** Opening Material provided block **

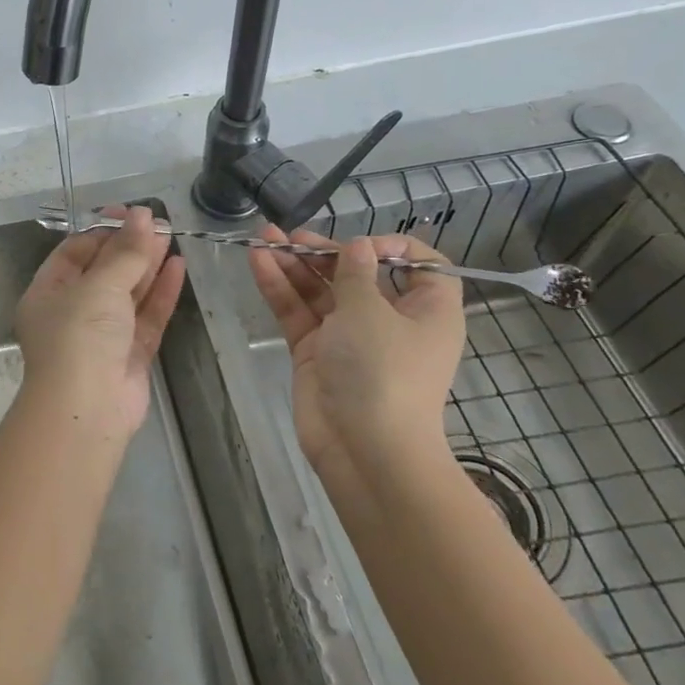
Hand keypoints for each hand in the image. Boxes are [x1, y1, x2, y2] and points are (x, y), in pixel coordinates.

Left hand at [16, 205, 186, 435]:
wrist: (87, 409)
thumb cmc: (79, 336)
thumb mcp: (99, 286)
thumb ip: (125, 252)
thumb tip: (141, 215)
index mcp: (48, 293)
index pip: (74, 252)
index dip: (102, 231)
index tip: (129, 214)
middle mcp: (72, 312)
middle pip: (103, 271)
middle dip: (129, 247)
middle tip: (157, 222)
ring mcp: (102, 335)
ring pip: (127, 293)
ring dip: (147, 266)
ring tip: (171, 236)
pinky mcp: (130, 354)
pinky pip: (146, 317)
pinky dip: (161, 293)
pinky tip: (178, 267)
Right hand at [248, 229, 465, 491]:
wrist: (365, 450)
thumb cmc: (383, 372)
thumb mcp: (371, 312)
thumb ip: (355, 273)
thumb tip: (358, 246)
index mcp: (426, 311)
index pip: (420, 267)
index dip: (393, 247)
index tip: (361, 245)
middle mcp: (389, 320)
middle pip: (357, 274)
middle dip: (324, 252)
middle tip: (292, 235)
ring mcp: (348, 337)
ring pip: (320, 291)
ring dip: (293, 264)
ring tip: (262, 238)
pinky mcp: (316, 352)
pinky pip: (298, 312)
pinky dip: (280, 287)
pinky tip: (258, 261)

** Closing Material provided block **

The required output is each line of the entries that contains the word "thumb".

thumb cmc: (79, 336)
thumb mcp: (99, 286)
thumb ip: (125, 252)
thumb tip: (141, 215)
thumb cmc: (383, 372)
thumb mcp: (371, 312)
thumb ip: (355, 273)
thumb tip: (358, 246)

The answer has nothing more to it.